Biomechanical analysis of gait adaptation in the nematode Caenorhabditis elegans

Abstract

To navigate different environments, an animal must be able to adapt its locomotory gait to its physical surroundings. The nematode Caenorhabditis elegans, between swimming in water and crawling on surfaces, adapts its locomotory gait to surroundings that impose approximately 10,000-fold differences in mechanical resistance. Here we investigate this feat by studying the undulatory movements of C. elegans in Newtonian fluids spanning nearly five orders of magnitude in viscosity. In these fluids, the worm undulatory gait varies continuously with changes in external load: As load increases, both wavelength and frequency of undulation decrease. We also quantify the internal viscoelastic properties of the worm's body and their role in locomotory dynamics. We incorporate muscle activity, internal load, and external load into a biomechanical model of locomotion and show that (i) muscle power is nearly constant across changes in locomotory gait, and (ii) the onset of gait adaptation occurs as external load becomes comparable to internal load. During the swimming gait, which is evoked by small external loads, muscle power is primarily devoted to bending the worm's elastic body. During the crawling gait, evoked by large external loads, comparable muscle power is used to drive the external load and the elastic body. Our results suggest that C. elegans locomotory gait continuously adapts to external mechanical load in order to maintain propulsive thrust.

Fig. 1.

The kinematics of an undulating worm. (A) Diagram of a worm moving in a viscous fluid. Body coordinate s describes path length along worm body, starting from the head. Posture y(s,t) describes lateral displacement of worm body centerline. θ_a describes angle of each body component with respect to direction of movement. (B) Worm body is modeled as a rod with elasticity (represented by spring), internal damping (represented by dashpot), and active muscular torque M(s,t).

Fig. 2.

Modulation of C. elegans locomotion. Dark field images and time-dependent curvature patterns of adult worms (A) swimming in NGM buffer with viscosity 1 mPas, (B) in dextran solutions with viscosity 980 mPa·s, (C) in dextran solution with viscosity 28,000 mPa·s, (D) crawling on 2% agarose surface.
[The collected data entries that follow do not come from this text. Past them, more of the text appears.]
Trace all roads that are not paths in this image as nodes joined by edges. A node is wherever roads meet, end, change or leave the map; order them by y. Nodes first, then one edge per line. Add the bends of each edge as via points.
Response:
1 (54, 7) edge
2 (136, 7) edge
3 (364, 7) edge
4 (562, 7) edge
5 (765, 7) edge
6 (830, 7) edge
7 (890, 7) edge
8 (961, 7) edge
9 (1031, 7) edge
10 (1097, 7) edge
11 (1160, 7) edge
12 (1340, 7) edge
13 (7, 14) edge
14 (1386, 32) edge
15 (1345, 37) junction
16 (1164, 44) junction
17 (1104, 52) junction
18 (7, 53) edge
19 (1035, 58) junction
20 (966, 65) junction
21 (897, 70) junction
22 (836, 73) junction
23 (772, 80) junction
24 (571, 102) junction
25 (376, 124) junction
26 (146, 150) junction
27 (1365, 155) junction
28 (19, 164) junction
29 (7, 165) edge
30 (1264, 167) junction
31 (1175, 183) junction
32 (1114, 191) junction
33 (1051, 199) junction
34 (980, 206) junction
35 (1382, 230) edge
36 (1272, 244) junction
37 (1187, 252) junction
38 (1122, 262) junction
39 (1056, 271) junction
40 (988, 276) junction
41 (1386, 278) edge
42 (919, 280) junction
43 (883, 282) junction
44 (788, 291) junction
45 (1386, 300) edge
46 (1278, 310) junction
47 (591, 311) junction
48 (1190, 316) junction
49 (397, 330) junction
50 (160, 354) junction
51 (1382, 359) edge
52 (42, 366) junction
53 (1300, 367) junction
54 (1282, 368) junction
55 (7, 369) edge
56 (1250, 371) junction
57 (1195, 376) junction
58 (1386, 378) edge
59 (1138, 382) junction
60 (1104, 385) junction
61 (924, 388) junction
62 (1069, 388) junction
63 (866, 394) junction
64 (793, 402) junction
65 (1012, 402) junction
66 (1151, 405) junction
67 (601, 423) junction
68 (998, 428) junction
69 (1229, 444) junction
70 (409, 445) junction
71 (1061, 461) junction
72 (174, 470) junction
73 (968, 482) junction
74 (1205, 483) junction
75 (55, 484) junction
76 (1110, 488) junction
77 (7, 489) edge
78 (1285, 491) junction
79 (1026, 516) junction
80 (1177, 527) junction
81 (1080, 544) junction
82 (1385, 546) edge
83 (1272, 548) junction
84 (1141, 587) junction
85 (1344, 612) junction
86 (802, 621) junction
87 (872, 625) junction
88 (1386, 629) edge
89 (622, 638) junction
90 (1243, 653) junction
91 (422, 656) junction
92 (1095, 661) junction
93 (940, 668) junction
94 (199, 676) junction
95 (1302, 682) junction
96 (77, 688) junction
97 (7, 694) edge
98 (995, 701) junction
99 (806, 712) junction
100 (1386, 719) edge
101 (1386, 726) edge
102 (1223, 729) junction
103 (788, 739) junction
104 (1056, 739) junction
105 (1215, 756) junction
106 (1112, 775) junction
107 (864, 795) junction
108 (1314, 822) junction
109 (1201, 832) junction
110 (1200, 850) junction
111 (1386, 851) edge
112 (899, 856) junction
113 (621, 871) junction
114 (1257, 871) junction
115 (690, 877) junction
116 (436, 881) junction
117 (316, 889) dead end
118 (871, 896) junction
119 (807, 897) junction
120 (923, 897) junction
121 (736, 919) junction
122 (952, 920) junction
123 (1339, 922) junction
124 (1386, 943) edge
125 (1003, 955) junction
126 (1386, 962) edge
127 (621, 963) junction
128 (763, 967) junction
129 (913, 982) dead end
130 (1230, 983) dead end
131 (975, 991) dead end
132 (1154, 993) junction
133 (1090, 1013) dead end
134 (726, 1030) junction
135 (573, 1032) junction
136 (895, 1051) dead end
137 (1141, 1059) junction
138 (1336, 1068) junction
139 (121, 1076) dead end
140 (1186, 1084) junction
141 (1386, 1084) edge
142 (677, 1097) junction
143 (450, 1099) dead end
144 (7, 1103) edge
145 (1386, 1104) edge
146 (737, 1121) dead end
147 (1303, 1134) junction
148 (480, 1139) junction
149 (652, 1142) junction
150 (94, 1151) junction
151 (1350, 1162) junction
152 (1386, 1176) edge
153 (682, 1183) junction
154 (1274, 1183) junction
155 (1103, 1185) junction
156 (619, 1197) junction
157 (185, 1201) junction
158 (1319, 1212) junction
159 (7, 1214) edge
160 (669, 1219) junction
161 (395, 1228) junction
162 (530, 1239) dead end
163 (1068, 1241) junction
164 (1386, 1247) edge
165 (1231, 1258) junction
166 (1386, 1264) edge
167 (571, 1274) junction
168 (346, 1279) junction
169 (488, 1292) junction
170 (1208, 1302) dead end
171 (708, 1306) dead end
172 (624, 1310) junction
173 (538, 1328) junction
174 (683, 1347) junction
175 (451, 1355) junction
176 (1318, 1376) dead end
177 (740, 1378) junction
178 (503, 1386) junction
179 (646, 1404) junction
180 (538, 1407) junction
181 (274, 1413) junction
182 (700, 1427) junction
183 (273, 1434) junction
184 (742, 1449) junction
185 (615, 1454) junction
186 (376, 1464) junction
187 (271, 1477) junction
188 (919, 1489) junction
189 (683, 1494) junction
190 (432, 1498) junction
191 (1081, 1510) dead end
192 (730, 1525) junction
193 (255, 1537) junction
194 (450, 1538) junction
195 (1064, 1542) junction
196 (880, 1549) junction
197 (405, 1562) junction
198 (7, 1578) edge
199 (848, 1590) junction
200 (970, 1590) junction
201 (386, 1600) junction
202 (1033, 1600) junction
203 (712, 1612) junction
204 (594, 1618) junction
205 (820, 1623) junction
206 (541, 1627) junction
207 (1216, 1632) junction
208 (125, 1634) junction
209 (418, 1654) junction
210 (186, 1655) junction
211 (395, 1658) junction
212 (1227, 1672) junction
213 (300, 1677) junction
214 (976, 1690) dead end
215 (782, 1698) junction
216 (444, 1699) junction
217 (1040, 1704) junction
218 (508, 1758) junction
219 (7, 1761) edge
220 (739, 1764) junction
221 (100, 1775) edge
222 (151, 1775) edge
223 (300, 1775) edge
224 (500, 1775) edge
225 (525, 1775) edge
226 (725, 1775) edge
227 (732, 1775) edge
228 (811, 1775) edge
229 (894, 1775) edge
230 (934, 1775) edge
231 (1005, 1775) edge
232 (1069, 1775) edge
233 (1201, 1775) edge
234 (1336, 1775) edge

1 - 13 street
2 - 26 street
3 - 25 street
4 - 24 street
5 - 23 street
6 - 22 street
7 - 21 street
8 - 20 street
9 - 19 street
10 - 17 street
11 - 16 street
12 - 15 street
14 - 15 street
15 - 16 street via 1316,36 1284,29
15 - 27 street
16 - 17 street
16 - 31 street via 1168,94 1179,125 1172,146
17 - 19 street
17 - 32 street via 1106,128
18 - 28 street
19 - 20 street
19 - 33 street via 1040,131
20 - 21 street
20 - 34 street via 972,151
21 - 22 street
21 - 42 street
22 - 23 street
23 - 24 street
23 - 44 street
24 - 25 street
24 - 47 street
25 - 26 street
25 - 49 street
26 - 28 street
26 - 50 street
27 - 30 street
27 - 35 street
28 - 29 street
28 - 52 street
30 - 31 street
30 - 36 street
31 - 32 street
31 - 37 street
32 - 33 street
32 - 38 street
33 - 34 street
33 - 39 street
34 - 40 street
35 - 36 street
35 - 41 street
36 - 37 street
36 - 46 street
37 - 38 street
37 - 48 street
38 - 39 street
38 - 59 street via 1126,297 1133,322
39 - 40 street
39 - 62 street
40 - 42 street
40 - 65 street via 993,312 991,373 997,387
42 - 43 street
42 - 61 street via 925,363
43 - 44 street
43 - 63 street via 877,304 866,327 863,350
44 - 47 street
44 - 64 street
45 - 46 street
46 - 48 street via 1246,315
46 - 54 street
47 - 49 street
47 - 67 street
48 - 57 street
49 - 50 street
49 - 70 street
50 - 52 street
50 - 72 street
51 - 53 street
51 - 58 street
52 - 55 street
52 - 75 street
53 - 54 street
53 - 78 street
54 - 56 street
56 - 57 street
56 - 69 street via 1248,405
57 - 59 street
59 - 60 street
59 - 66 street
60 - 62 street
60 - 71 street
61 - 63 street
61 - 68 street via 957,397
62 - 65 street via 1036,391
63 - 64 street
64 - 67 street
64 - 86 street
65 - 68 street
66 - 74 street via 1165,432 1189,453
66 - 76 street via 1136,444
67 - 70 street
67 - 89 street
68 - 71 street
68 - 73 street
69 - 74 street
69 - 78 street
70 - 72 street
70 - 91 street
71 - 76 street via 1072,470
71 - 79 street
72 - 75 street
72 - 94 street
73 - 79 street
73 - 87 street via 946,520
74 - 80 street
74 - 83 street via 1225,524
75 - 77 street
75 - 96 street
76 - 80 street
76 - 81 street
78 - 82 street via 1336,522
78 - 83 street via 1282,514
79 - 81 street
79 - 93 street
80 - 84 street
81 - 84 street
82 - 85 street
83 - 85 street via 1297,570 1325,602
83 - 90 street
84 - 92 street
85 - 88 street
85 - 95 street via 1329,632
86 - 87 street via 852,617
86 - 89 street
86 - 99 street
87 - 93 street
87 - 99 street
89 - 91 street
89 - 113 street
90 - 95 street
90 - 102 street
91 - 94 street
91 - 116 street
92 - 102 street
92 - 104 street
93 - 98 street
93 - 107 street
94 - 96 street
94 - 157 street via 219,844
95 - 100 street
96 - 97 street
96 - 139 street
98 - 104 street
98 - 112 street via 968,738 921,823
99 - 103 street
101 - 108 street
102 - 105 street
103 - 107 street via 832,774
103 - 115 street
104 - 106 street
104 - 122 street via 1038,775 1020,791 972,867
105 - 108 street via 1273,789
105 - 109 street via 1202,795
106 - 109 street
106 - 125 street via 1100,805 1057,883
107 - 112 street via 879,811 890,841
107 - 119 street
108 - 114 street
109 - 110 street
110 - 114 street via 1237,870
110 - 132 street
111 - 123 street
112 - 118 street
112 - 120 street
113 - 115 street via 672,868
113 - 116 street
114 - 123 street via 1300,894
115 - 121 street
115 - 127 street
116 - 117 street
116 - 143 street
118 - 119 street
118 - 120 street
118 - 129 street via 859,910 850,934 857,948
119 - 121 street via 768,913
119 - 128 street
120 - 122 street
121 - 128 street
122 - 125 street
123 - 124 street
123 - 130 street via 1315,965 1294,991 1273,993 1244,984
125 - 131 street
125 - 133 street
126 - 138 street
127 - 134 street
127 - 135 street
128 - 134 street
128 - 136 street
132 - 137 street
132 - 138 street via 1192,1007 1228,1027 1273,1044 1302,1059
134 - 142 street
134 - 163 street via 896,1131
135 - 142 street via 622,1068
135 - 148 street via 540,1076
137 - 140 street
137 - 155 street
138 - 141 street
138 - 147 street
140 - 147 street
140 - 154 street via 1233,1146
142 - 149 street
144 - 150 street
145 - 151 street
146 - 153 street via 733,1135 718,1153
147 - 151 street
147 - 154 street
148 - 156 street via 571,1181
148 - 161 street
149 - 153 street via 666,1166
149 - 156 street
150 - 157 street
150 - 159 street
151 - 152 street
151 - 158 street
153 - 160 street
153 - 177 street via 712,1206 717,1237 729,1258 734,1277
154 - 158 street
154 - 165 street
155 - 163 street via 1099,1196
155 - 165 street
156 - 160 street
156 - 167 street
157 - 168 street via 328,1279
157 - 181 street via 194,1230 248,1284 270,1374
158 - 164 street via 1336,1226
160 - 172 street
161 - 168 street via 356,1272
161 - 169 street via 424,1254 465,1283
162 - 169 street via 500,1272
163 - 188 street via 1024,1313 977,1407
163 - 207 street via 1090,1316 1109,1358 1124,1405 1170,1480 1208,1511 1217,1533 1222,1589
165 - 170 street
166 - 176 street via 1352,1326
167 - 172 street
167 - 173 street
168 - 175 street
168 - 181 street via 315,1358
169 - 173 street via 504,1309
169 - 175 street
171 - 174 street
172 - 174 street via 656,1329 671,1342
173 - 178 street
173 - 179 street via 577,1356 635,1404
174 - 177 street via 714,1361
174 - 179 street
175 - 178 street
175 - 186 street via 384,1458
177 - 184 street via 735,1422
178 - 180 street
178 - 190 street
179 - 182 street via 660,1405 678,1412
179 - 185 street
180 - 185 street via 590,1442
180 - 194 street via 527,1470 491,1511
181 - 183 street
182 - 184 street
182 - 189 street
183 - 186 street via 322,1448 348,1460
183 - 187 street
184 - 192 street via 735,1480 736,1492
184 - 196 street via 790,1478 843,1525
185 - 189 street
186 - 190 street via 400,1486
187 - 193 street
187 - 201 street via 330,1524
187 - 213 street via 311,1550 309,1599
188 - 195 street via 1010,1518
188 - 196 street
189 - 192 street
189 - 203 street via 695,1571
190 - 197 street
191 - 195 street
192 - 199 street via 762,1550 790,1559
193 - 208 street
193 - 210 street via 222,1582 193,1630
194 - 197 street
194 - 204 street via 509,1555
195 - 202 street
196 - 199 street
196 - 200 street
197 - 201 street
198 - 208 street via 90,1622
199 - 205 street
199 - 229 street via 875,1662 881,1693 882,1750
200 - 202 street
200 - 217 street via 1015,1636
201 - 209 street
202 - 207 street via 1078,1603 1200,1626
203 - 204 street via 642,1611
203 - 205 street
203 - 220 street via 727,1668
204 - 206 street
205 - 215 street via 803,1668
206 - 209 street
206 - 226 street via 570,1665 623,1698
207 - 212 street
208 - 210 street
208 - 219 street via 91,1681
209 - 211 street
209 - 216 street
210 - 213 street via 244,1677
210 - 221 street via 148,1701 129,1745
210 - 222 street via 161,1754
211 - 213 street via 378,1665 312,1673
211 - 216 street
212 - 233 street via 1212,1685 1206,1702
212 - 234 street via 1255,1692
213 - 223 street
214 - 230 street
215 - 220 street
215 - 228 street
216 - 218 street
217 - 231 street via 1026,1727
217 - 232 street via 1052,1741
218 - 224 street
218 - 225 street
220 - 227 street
The worm head is to the left in all images. Body curvature as a function of time (in seconds) and normalized body coordinate (varying from 0 at the head to 1 at the tail). Body curvature is represented using the nondimensional product of curvature (the inverse of radius of curvature) and body length.

Fig. 3.

Locomotory parameters. (A) Mean wavelength of undulation scaled by worm body length L in different viscous solutions; (B) mean undulatory frequency; (C) mean curvature amplitude of undulation scaled by reciprocal of body length; (D) peak angle of attack, in degrees.

Fig. 4.

Measurements of internal elasticity and viscosity. (A) Images from a video sequence in which worm position decays from deformed posture in NGM medium (viscosity 1 mPa·s). (B) Normalized worm bending angle for three viscosities. Lines show least-squares exponential fit for each viscosity. (C) Decay time scaled with fourth power of length of worm outside pipette, as function of viscosity. Data represents 15 decays from a total of five worms. Line: least-squares linear fit y = Mη + B; fit parameter estimates M = 5.71 ± 0.65, B = 4.82 ± 7.13 in the units of the figure.

Fig. 5.

(A) Estimated external viscous power, peak internal elastic power, and peak total power as a function of viscosity. (B) Maximum torque as a function of viscosity, from Eq. 3. (C) Phase difference between torque and curvature as a function of viscosity, from Eq. 7.